Solution 1: Split into smaller cells (only changed parts re-run).

Solution 2: Use lazy evaluation or caching.

@functools.lru_cache
def load_large_data():
    return pd.read_parquet("huge.parquet")

Issue 3: UI not updating

Problem: Cell doesn't depend on UI element.

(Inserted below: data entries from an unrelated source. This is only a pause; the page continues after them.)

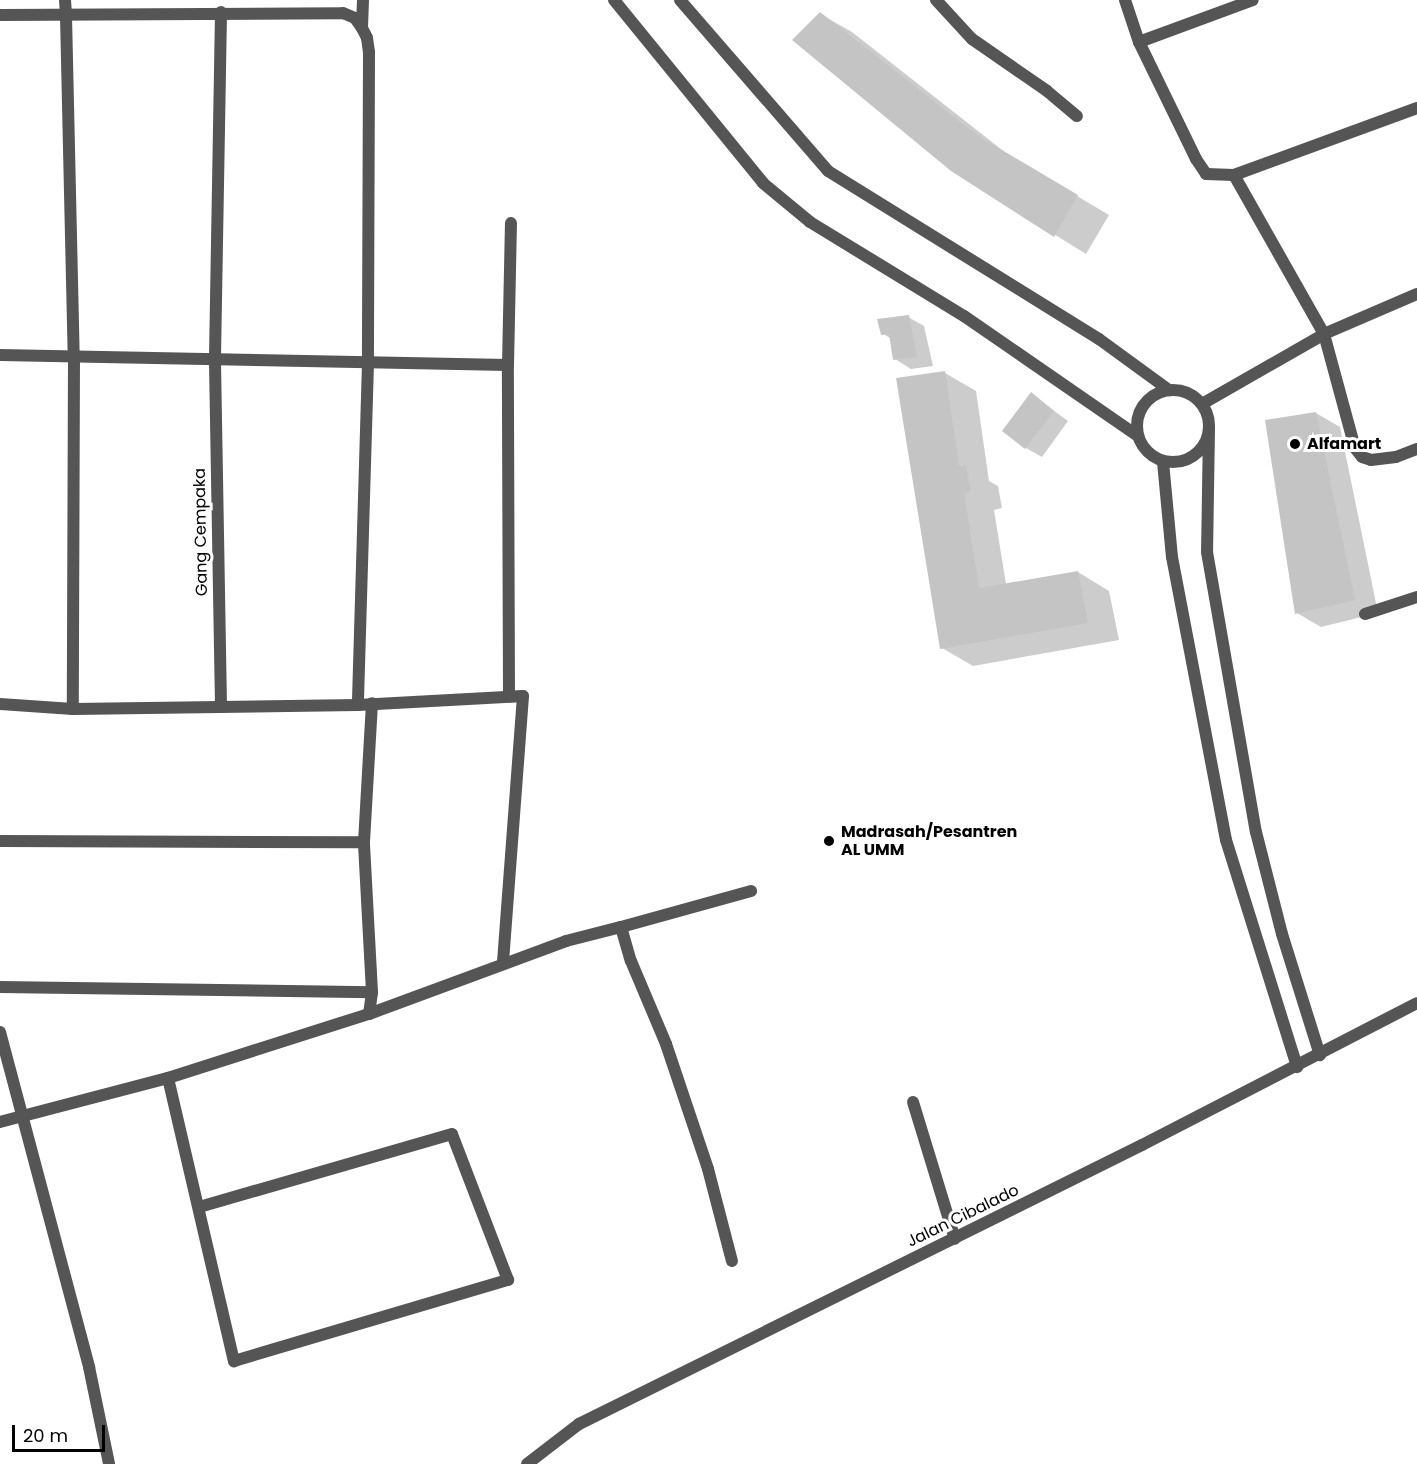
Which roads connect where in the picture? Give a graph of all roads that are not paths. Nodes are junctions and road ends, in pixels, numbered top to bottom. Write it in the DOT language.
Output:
graph roads {
  1 [pos="65,0"];
  2 [pos="363,0"];
  3 [pos="614,0"];
  4 [pos="680,0"];
  5 [pos="936,0"];
  6 [pos="1125,0"];
  7 [pos="1253,0"];
  8 [pos="221,12"];
  9 [pos="0,15"];
  10 [pos="66,16"];
  11 [pos="362,28"];
  12 [pos="1139,42"];
  13 [pos="1417,108"];
  14 [pos="1077,116"];
  15 [pos="1234,175"];
  16 [pos="511,223"];
  17 [pos="1417,294"];
  18 [pos="1324,334"];
  19 [pos="0,355"];
  20 [pos="74,357"];
  21 [pos="215,357"];
  22 [pos="368,363"];
  23 [pos="508,365"];
  24 [pos="1168,390"];
  25 [pos="1202,404"];
  26 [pos="1209,428"];
  27 [pos="1138,436"];
  28 [pos="1417,448"];
  29 [pos="1164,462"];
  30 [pos="1417,597"];
  31 [pos="1365,614"];
  32 [pos="509,696"];
  33 [pos="372,703"];
  34 [pos="0,704"];
  35 [pos="358,705"];
  36 [pos="220,706"];
  37 [pos="73,709"];
  38 [pos="0,841"];
  39 [pos="364,842"];
  40 [pos="751,891"];
  41 [pos="621,927"];
  42 [pos="503,964"];
  43 [pos="0,987"];
  44 [pos="372,992"];
  45 [pos="1417,1004"];
  46 [pos="369,1014"];
  47 [pos="0,1032"];
  48 [pos="1320,1055"];
  49 [pos="1298,1067"];
  50 [pos="168,1078"];
  51 [pos="913,1102"];
  52 [pos="24,1117"];
  53 [pos="0,1122"];
  54 [pos="200,1207"];
  55 [pos="955,1239"];
  56 [pos="732,1262"];
  57 [pos="108,1464"];
  58 [pos="527,1464"];
  1 -- 10 [label="street"];
  2 -- 11 [label="street"];
  3 -- 27 [label="street"];
  4 -- 24 [label="street"];
  5 -- 14 [label="street"];
  6 -- 12 [label="street"];
  7 -- 12 [label="street"];
  8 -- 10 [label="street"];
  8 -- 11 [label="street"];
  8 -- 21 [label="street, Gang Cempaka"];
  9 -- 10 [label="street"];
  10 -- 20 [label="street"];
  11 -- 22 [label="street"];
  12 -- 15 [label="street"];
  13 -- 15 [label="street"];
  15 -- 18 [label="street"];
  16 -- 23 [label="street"];
  17 -- 18 [label="street"];
  18 -- 25 [label="street"];
  18 -- 28 [label="street"];
  19 -- 20 [label="street"];
  20 -- 21 [label="street"];
  20 -- 37 [label="street"];
  21 -- 22 [label="street"];
  21 -- 36 [label="street, Gang Cempaka"];
  22 -- 23 [label="street"];
  22 -- 35 [label="street"];
  23 -- 32 [label="street"];
  24 -- 25 [label="street"];
  24 -- 27 [label="street"];
  25 -- 26 [label="street"];
  26 -- 29 [label="street"];
  26 -- 48 [label="street"];
  27 -- 29 [label="street"];
  29 -- 49 [label="street"];
  30 -- 31 [label="street"];
  32 -- 33 [label="street"];
  32 -- 42 [label="street"];
  33 -- 35 [label="street"];
  33 -- 39 [label="street"];
  34 -- 37 [label="street"];
  35 -- 36 [label="street"];
  36 -- 37 [label="street"];
  38 -- 39 [label="street"];
  39 -- 44 [label="street"];
  40 -- 41 [label="street"];
  41 -- 42 [label="street"];
  41 -- 56 [label="street"];
  42 -- 46 [label="street"];
  43 -- 44 [label="street"];
  44 -- 46 [label="street"];
  45 -- 48 [label="street, Jalan Cibalado"];
  46 -- 50 [label="street"];
  47 -- 52 [label="street"];
  48 -- 49 [label="street, Jalan Cibalado"];
  49 -- 55 [label="street, Jalan Cibalado"];
  50 -- 52 [label="street"];
  50 -- 54 [label="street"];
  51 -- 55 [label="street"];
  52 -- 53 [label="street"];
  52 -- 57 [label="street"];
  54 -- 54 [label="street"];
  55 -- 58 [label="street, Jalan Cibalado"];
}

Solution: Reference ui_element.value to create dependency.

# Wrong (no dependency)
slider = mo.ui.slider(0, 100)
result = compute(50)  # Hardcoded value

# Correct (reactive)
slider = mo.ui.slider(0, 100)
result = compute(slider.value)  # Creates dependency

Migration from Jupyter

Step 1: Convert

marimo convert notebook.ipynb -o notebook.py

Step 2: Fix Dependencies

Open in marimo and resolve errors:

Multiple definitions: Consolidate or rename variables
Hidden state: Explicitly define all variables
Out-of-order execution: marimo enforces DAG order

Step 3: Add Metadata

Add PEP 723 dependencies:

# /// script
# dependencies = ["pandas", "matplotlib"]
# ///

Step 4: Test

# Test in sandbox
marimo edit --sandbox notebook.py

# Verify reproducibility
rm -rf .venv
marimo edit --sandbox notebook.py  # Should work fresh

Comparison Summary

Feature	Jupyter	marimo	Advantage
Execution	Manual, any order	Automatic, DAG-based	marimo (reproducibility)
File format	JSON (.ipynb)	Python (.py)	marimo (Git, AI-friendly)
State management	Hidden state	Always synced	marimo (no bugs)
Package management	Manual pip/conda	uv integration	marimo (speed, reproducibility)
AI coding	Poor (JSON noise)	Excellent (pure Python)	marimo
Ecosystem	Massive, mature	Growing	Jupyter
Learning curve	Low	Medium	Jupyter

Recommendation:

New projects: Start with marimo for better engineering practices
AI-heavy workflows: marimo's .py format is optimal for LLMs
Team collaboration: marimo enables proper code review
Production: marimo notebooks are production-ready scripts
Legacy projects: Jupyter is fine if already working

Resources

Official Documentation

marimo Docs: https://docs.marimo.io
API Reference: https://docs.marimo.io/api/index.html
GitHub: https://github.com/marimo-team/marimo

Key Guides

Sandboxed Notebooks: https://marimo.io/blog/sandboxed-notebooks
WASM Deployment: https://marimo.io/blog/wasm-github-pages
Coming from Jupyter: https://docs.marimo.io/guides/coming_from/jupyter/
Coming from Streamlit: https://docs.marimo.io/guides/coming_from/streamlit/

Japanese Resources

AI時代のJupyter代替: https://zenn.dev/mkj/articles/7c6f38e1b70594

Quick Reference

Create notebook:

marimo new notebook.py

Edit notebook:

marimo edit notebook.py
marimo edit --sandbox notebook.py  # Isolated environment
marimo edit --watch notebook.py    # Hot reload for AI editing

Run as app:

marimo run notebook.py  # Hide code, show outputs

Convert from Jupyter:

marimo convert notebook.ipynb -o notebook.py

Export:

marimo export html notebook.py -o output.html
marimo export html-wasm notebook.py -o app.html  # Serverless
marimo export script notebook.py -o script.py     # Pure Python

Minimal notebook:

import marimo

app = marimo.App()

@app.cell
def __():
    import marimo as mo
    mo.md("# Hello, marimo!")
    return mo,

@app.cell
def __(mo):
    slider = mo.ui.slider(0, 100, value=50)
    slider
    return slider,

@app.cell
def __(slider):
    f"Value: {slider.value}"
    return

Summary

marimo is the future of Python notebooks:

Reproducible: No hidden state, DAG-based execution
Production-ready: Pure Python files, parameterizable scripts
AI-native: Optimal format for LLMs, hot reload for AI editing
Fast: uv integration, reactive execution
Shareable: WASM deployment, Git-friendly

For modern data science workflows that prioritize engineering quality, reproducibility, and AI collaboration, marimo is the superior choice over Jupyter.